Il savait qu’après ses cours, la plage l’attendait. Se baigner encore. Prolonger les vacances coûte que coûte.
Les belles journées de septembre, l’été indien breton…

Les enfants accompagnés parfois de leurs parents vérifiaient qu’ils étaient bien inscrits et s’agglutinaient contre les carreaux. L’enseignant préféra sortir, s’évitant ainsi la désagréable sensation du poisson qu’on observe dans son aquarium.
Lucie se pressait elle aussi. Il y avait deux classes de CE1.
Elle aperçut son nom chez Monsieur Moisan.
Sa sœur lui confirma qu’elle n’était pas inscrite sur l’autre liste.

– Tu vois, le petit passage, là, les boules noires, c’est du charbon.
– Et alors?
– Fais attention, t’es dans la classe qui touche son repère.

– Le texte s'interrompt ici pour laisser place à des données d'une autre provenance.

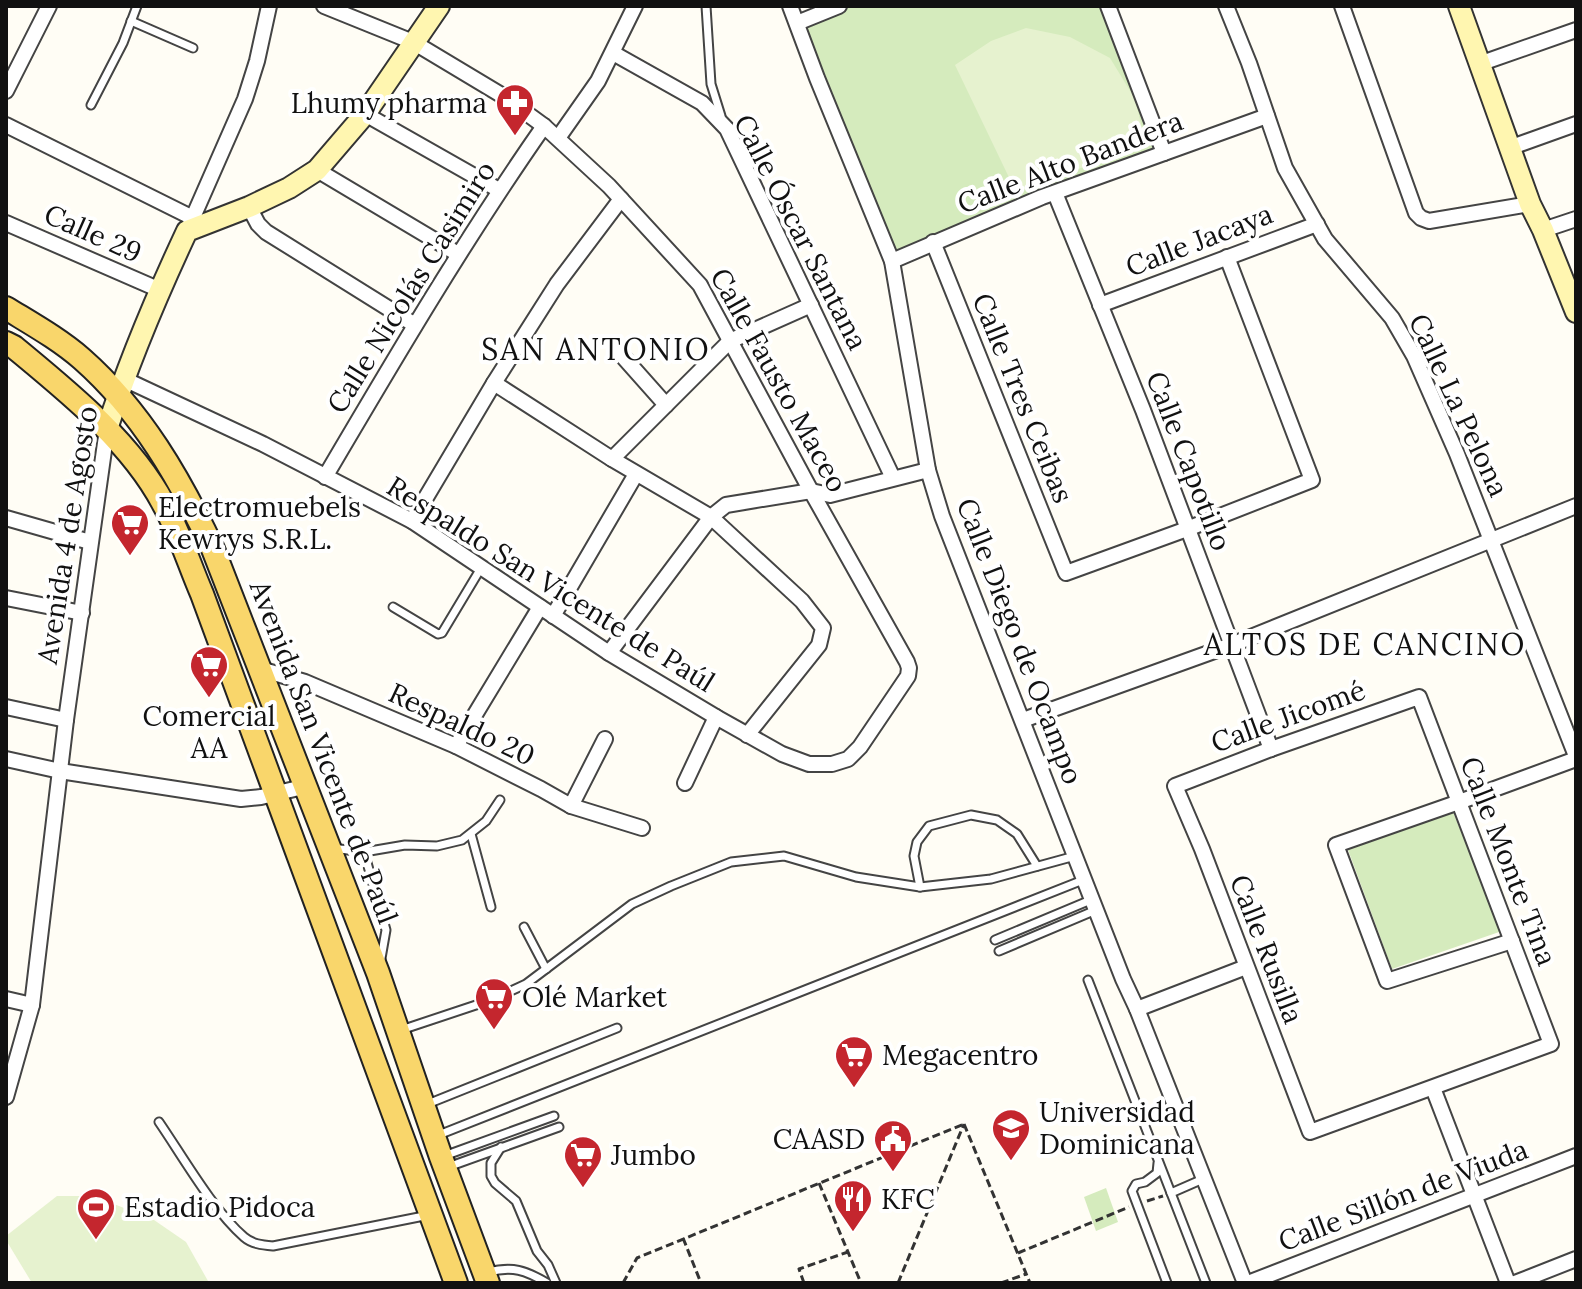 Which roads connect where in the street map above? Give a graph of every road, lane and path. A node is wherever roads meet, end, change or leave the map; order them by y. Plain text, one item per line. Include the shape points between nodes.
1 (49, 6) edge
2 (137, 6) edge
3 (269, 6) edge
4 (324, 6) edge
5 (439, 6) edge
6 (635, 6) edge
7 (706, 6) edge
8 (790, 6) edge
9 (839, 6) edge
10 (1108, 6) edge
11 (1226, 6) edge
12 (1459, 6) edge
13 (1347, 7) edge
14 (131, 21) junction
15 (797, 23) junction
16 (1576, 30) edge
17 (413, 42) junction
18 (193, 48) dead end
19 (613, 53) junction
20 (1479, 64) junction
21 (6, 91) edge
22 (91, 105) dead end
23 (365, 114) junction
24 (1267, 116) junction
25 (1576, 124) edge
26 (6, 125) edge
27 (544, 126) junction
28 (727, 129) junction
29 (558, 138) junction
30 (1509, 148) junction
31 (1164, 153) junction
32 (317, 170) junction
33 (499, 190) junction
34 (1055, 193) junction
35 (621, 199) junction
36 (1530, 204) junction
37 (249, 207) junction
38 (1576, 219) edge
39 (6, 223) edge
40 (1317, 224) junction
41 (190, 225) junction
42 (1543, 230) junction
43 (933, 242) junction
44 (458, 254) junction
45 (1227, 257) junction
46 (892, 261) junction
47 (160, 290) junction
48 (811, 305) junction
49 (1100, 305) junction
50 (6, 308) edge
51 (1576, 312) edge
52 (415, 325) junction
53 (730, 341) junction
54 (6, 343) edge
55 (618, 351) dead end
56 (494, 383) junction
57 (121, 387) junction
58 (666, 405) junction
59 (107, 429) junction
60 (612, 459) junction
61 (928, 470) junction
62 (636, 474) junction
63 (325, 477) junction
64 (893, 478) junction
65 (811, 491) junction
66 (1576, 506) edge
67 (711, 517) junction
68 (6, 518) edge
69 (412, 521) junction
70 (1187, 529) junction
71 (1491, 540) junction
72 (90, 542) junction
73 (481, 568) junction
74 (6, 598) edge
75 (393, 607) dead end
76 (540, 607) junction
77 (82, 613) junction
78 (553, 616) junction
79 (1231, 645) junction
80 (609, 653) junction
81 (907, 662) joint
82 (260, 669) junction
83 (1419, 697) joint
84 (6, 707) edge
85 (716, 717) junction
86 (66, 720) junction
87 (1023, 720) junction
88 (747, 735) junction
89 (605, 739) dead end
90 (456, 746) junction
91 (1271, 749) junction
92 (1576, 758) edge
93 (6, 759) edge
94 (60, 771) junction
95 (685, 783) dead end
96 (307, 786) junction
97 (1175, 786) joint
98 (276, 794) junction
99 (500, 800) dead end
100 (1459, 802) junction
101 (571, 806) junction
102 (642, 828) dead end
103 (471, 834) junction
104 (330, 848) junction
105 (364, 852) junction
106 (1075, 856) junction
107 (1037, 866) junction
108 (1085, 880) junction
109 (920, 887) junction
110 (1095, 904) junction
111 (491, 907) dead end
112 (524, 927) dead end
113 (995, 940) dead end
114 (1512, 941) junction
115 (999, 951) dead end
116 (1246, 967) junction
117 (546, 969) junction
118 (378, 973) junction
119 (1088, 980) dead end
120 (6, 999) edge
121 (32, 1005) junction
122 (1137, 1009) junction
123 (617, 1028) dead end
124 (398, 1031) junction
125 (1433, 1088) junction
126 (6, 1097) edge
127 (423, 1106) junction
128 (554, 1116) dead end
129 (159, 1122) dead end
130 (964, 1124) junction
131 (559, 1127) dead end
132 (501, 1147) junction
133 (440, 1154) junction
134 (1576, 1156) edge
135 (1158, 1160) junction
136 (1203, 1179) junction
137 (819, 1183) junction
138 (1171, 1193) junction
139 (1474, 1196) junction
140 (1135, 1205) junction
141 (431, 1215) junction
142 (683, 1238) junction
143 (848, 1252) junction
144 (1018, 1253) junction
145 (1576, 1259) edge
146 (1026, 1274) junction
147 (486, 1278) edge
148 (456, 1283) edge
149 (547, 1283) edge
150 (556, 1283) edge
151 (623, 1283) edge
152 (701, 1283) edge
153 (804, 1283) edge
154 (861, 1283) edge
155 (898, 1283) edge
156 (1001, 1283) edge
157 (1030, 1283) edge
158 (1167, 1283) edge
159 (1206, 1283) edge
160 (1247, 1283) edge
161 (1508, 1283) edge
162 (1515, 1283) edge

1 - 21 street
2 - 14 lane
3 - 41 street, Avenida 4 de Agosto via 245,99
4 - 17 street, Calle Fausto Maceo
5 - 17 main road
6 - 19 street
7 - 28 lane via 711,84
8 - 15 street, Calle Diego de Ocampo
9 - 15 street
10 - 31 street
11 - 24 street, Calle La Pelona
12 - 20 main road
13 - 36 street via 1416,213 1429,221
14 - 18 lane
14 - 22 lane
15 - 46 street, Calle Diego de Ocampo
16 - 20 street
17 - 23 main road
17 - 27 street, Calle Fausto Maceo
19 - 28 street, Calle Óscar Santana via 702,103
19 - 29 street
20 - 30 main road
23 - 32 main road
23 - 33 street
24 - 31 street, Calle Alto Bandera
24 - 40 street, Calle La Pelona via 1285,168
25 - 30 street
26 - 41 street
27 - 29 street, Calle Fausto Maceo
27 - 33 street, Calle Nicolás Casimiro
28 - 48 street, Calle Óscar Santana
29 - 35 street, Calle Fausto Maceo
30 - 36 main road
31 - 34 street, Calle Alto Bandera
32 - 37 main road
32 - 44 street
33 - 44 street, Calle Nicolás Casimiro
34 - 43 street, Calle Alto Bandera
34 - 49 street, Calle Capotillo
35 - 53 street, Calle Fausto Maceo via 700,285
35 - 56 street via 557,284
36 - 42 main road
37 - 41 main road
37 - 52 street via 266,232
38 - 42 street
39 - 47 street, Calle 29
40 - 45 street, Calle Jacaya
40 - 71 street, Calle La Pelona via 1392,318 1414,356
41 - 47 main road, Avenida 4 de Agosto
42 - 51 main road
43 - 46 street, Calle Alto Bandera
43 - 70 street, Calle Tres Ceibas via 1066,573
44 - 52 street, Calle Nicolás Casimiro
45 - 49 street, Calle Jacaya
45 - 70 street via 1312,480
46 - 61 street, Calle Diego de Ocampo
47 - 57 main road, Avenida 4 de Agosto
48 - 53 street
48 - 64 street, Calle Óscar Santana
49 - 70 street, Calle Capotillo
50 - 57 main road, Avenida San Vicente de Paúl
52 - 63 street, Calle Nicolás Casimiro
53 - 58 street
53 - 65 street, Calle Fausto Maceo
54 - 59 main road, Avenida San Vicente de Paúl
55 - 58 street
56 - 60 street
56 - 69 street
57 - 59 main road, Avenida 4 de Agosto
57 - 63 street, Respaldo San Vicente de Paúl via 263,444
57 - 82 main road, Avenida San Vicente de Paúl via 197,516
58 - 60 street
59 - 72 street, Avenida 4 de Agosto
59 - 98 main road, Avenida San Vicente de Paúl via 163,503
60 - 62 street
61 - 64 street
61 - 87 street, Calle Diego de Ocampo
62 - 67 street
62 - 78 street
63 - 69 street, Respaldo San Vicente de Paúl
64 - 65 street via 830,495
65 - 67 street via 726,505
65 - 81 street, Calle Fausto Maceo
66 - 71 street
67 - 80 street
67 - 88 street via 802,601 823,628 819,645
68 - 72 street
69 - 73 street, Respaldo San Vicente de Paúl
70 - 79 street, Calle Capotillo
71 - 79 street
71 - 92 street, Calle La Pelona
72 - 77 street, Avenida 4 de Agosto
73 - 75 lane via 442,633
73 - 76 street, Respaldo San Vicente de Paúl
74 - 77 street
76 - 78 street, Respaldo San Vicente de Paúl
76 - 90 street
77 - 86 street, Avenida 4 de Agosto
78 - 80 street, Respaldo San Vicente de Paúl
79 - 87 street
79 - 91 street, Calle Capotillo
80 - 85 street, Respaldo San Vicente de Paúl
81 - 88 street, Respaldo San Vicente de Paúl via 908,676 848,759 809,764
82 - 90 street, Respaldo 20 via 305,682
82 - 96 main road, Avenida San Vicente de Paúl
83 - 91 street, Calle Jicomé
83 - 100 street, Calle Monte Tina
84 - 86 street
85 - 88 street, Respaldo San Vicente de Paúl
85 - 95 street
86 - 94 street, Avenida 4 de Agosto
87 - 106 street, Calle Diego de Ocampo
89 - 101 street
90 - 101 street, Respaldo 20
91 - 97 street, Calle Jicomé
92 - 100 street
93 - 94 street
94 - 98 street via 220,798
94 - 121 street, Avenida 4 de Agosto
96 - 98 street
96 - 104 main road, Avenida San Vicente de Paúl
97 - 116 street, Calle Rusilla
98 - 141 main road, Avenida San Vicente de Paúl
99 - 103 lane
100 - 114 street, Calle Monte Tina
100 - 114 street via 1336,845 1387,981
101 - 102 street, Respaldo 20
103 - 105 lane via 437,846
103 - 111 lane
104 - 105 lane
104 - 118 main road, Avenida San Vicente de Paúl
105 - 118 lane via 386,930
106 - 107 lane
106 - 108 street, Calle Diego de Ocampo
107 - 109 lane via 991,879
107 - 109 lane via 1017,834 997,820 971,815 929,826 917,842
108 - 110 street, Calle Diego de Ocampo
108 - 133 lane
109 - 117 lane via 856,877 784,856 731,862 632,904
110 - 113 lane
110 - 115 lane
110 - 122 street, Calle Diego de Ocampo
112 - 117 lane
114 - 125 street, Calle Monte Tina via 1551,1044
116 - 122 street
116 - 125 street, Calle Rusilla via 1310,1132
117 - 124 lane via 491,1000
118 - 124 main road, Avenida San Vicente de Paúl
119 - 135 lane
120 - 121 street
121 - 126 street, Avenida 4 de Agosto
122 - 136 street, Calle Diego de Ocampo
123 - 127 lane
124 - 127 main road, Avenida San Vicente de Paúl
125 - 139 street
127 - 133 main road, Avenida San Vicente de Paúl
128 - 133 lane
129 - 141 lane via 218,1208 245,1239 259,1245
130 - 137 path
130 - 144 path
130 - 155 path
131 - 132 lane
132 - 133 lane
132 - 150 lane via 491,1163 491,1176 516,1201
133 - 147 main road, Avenida San Vicente de Paúl
134 - 139 street, Calle Sillón de Viuda
135 - 138 lane
135 - 140 lane via 1157,1173 1134,1187
136 - 138 lane
136 - 160 street, Calle Diego de Ocampo
137 - 142 path
137 - 143 path
138 - 140 path
138 - 159 lane
139 - 160 street, Calle Sillón de Viuda
139 - 161 street
140 - 144 path
140 - 158 lane
141 - 148 main road, Avenida San Vicente de Paúl
142 - 151 path via 637,1258
142 - 152 path
143 - 153 path via 799,1269
143 - 154 path
144 - 146 path
145 - 162 street
146 - 156 path
146 - 157 path
147 - 149 lane via 505,1268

La discussion s’interrompit. Anne-Marie devait rentrer avec les CM2, Lucie se rangea.

L’odeur des cahiers neufs, les crayons à peine sortis de leur emballage, concentrèrent les élèves sur la réalité du jour. L’école recommençait.
Le maître leur distribuait une feuille de lecture à coller dans un grand cahier.
En ouvrant son petit pot de colle blanche, Lucie en sentit l’arôme particulier. Elle remarqua un sillon dans la pâte toute lisse et y plongea la minuscule spatule placée à l’intérieur du capuchon. Délicatement elle appliqua un peu de colle sur les quatre coins de la feuille et finit par un point, dans le centre. Elle la retourna, la lissa afin que l’adhésion se fasse proprement.

Lucie réalisait sa tâche mécaniquement.
Ses pensées avaient traversé le mur pour se poser sur le tas de charbon voisin.
Elle sut ce qu’elle ferait lors de la récréation qui, selon ses gargouillis ventraux, ne devait pas tarder.
Pendant le goûter, elle mit son amie Sylvie, au courant de la légende. Elles laissèrent les autres enfants s’éloigner vers leurs jeux de billes ou de marelles et s’avancèrent vers le recoin mystérieux.

La copine n’avait pas bien saisi la teneur exacte de l’histoire, mais effectivement elle connaissait cette rumeur de la Religieuse à trois doigts.

Arrivées face au sombre couloir, elles remarquèrent qu’il n’y avait que très peu de charbon. Quelques boules avaient même roulé tout près de leurs pieds. Un peu plus loin le tas recouvrait le sol de quelques centimètres.
Elles n’osèrent pas s’avancer plus avant mais scrutèrent attentivement le mur.